Dataset excerpts ▸
※ ※ ※

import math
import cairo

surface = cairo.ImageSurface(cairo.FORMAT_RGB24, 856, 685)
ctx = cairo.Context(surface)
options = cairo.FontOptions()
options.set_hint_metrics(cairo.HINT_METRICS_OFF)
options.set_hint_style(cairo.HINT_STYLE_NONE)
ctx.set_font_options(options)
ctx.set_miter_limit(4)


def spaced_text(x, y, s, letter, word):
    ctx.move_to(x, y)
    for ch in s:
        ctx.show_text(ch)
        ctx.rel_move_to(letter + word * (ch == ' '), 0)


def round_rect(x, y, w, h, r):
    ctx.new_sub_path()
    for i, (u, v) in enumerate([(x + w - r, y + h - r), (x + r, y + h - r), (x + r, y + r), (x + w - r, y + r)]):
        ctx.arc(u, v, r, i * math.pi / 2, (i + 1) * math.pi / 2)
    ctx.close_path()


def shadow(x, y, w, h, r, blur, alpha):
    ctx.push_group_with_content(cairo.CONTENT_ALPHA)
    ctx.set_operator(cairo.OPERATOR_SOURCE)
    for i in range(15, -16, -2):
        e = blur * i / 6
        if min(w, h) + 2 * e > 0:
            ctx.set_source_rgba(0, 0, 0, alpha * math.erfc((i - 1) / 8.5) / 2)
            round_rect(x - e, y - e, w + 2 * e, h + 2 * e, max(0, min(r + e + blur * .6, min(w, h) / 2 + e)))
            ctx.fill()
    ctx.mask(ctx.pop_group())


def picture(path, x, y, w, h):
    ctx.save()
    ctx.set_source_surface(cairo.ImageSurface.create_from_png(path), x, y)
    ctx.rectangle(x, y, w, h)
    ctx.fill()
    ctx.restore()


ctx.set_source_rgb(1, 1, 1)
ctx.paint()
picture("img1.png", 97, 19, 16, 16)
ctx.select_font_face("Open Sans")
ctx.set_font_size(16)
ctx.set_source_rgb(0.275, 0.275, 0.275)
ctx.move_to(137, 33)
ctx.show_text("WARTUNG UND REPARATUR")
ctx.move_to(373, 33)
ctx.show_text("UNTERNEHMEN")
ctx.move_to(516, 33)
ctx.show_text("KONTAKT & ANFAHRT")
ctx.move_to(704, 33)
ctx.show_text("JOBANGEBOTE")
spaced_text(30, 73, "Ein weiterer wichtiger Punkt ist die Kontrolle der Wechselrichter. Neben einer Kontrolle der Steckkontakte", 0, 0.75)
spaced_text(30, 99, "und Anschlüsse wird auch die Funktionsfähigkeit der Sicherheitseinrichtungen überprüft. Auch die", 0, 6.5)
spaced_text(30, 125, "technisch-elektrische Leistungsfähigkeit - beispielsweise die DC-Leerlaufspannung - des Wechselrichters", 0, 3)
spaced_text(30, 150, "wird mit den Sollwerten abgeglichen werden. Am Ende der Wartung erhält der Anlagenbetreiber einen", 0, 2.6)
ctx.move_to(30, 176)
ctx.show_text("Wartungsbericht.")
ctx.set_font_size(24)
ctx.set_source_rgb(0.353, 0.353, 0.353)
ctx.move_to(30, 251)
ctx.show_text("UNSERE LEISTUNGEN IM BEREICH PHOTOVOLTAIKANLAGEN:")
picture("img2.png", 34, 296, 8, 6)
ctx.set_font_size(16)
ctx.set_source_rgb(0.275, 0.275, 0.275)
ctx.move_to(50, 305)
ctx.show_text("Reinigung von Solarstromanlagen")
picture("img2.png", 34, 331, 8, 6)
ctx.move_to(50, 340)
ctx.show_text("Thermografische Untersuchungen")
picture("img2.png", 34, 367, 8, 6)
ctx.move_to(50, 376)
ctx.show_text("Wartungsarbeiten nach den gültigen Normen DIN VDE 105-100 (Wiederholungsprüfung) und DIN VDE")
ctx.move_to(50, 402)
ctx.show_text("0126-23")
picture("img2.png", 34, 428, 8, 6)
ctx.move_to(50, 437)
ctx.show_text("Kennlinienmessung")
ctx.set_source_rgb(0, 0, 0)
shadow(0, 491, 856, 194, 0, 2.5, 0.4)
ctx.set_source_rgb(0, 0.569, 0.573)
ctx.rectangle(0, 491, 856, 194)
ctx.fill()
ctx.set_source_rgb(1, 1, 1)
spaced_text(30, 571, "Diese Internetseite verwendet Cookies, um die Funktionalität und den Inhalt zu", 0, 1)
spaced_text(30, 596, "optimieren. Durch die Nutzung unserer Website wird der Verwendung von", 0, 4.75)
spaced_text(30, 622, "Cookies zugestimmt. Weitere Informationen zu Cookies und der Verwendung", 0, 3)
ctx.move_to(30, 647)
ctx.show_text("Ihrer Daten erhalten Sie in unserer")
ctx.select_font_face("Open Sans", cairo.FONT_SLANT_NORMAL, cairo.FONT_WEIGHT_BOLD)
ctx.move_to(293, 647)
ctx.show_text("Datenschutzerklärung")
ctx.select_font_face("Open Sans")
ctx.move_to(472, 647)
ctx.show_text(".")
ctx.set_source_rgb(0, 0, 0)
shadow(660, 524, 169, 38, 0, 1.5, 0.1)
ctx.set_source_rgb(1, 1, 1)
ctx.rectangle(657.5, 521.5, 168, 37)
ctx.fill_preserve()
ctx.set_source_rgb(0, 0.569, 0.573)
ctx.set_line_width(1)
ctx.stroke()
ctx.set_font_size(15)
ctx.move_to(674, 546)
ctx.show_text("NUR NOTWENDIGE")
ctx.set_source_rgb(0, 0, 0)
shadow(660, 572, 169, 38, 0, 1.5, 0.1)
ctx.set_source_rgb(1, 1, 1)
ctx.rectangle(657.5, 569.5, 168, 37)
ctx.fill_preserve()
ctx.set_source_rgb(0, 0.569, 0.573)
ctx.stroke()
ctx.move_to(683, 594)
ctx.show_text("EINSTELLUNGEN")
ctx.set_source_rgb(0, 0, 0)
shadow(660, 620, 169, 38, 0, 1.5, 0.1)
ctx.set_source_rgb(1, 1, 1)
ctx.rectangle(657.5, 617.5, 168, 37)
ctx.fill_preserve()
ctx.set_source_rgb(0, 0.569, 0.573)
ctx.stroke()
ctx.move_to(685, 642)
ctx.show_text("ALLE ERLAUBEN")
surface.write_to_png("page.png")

※ ※ ※

Produce a word-for-word copy of everything above from the line holding "e = blur * i / 6" down to the line holding "ctx.restore()", with both of those lines kept.

Solved problem ▸
        e = blur * i / 6
        if min(w, h) + 2 * e > 0:
            ctx.set_source_rgba(0, 0, 0, alpha * math.erfc((i - 1) / 8.5) / 2)
            round_rect(x - e, y - e, w + 2 * e, h + 2 * e, max(0, min(r + e + blur * .6, min(w, h) / 2 + e)))
            ctx.fill()
    ctx.mask(ctx.pop_group())


def picture(path, x, y, w, h):
    ctx.save()
    ctx.set_source_surface(cairo.ImageSurface.create_from_png(path), x, y)
    ctx.rectangle(x, y, w, h)
    ctx.fill()
    ctx.restore()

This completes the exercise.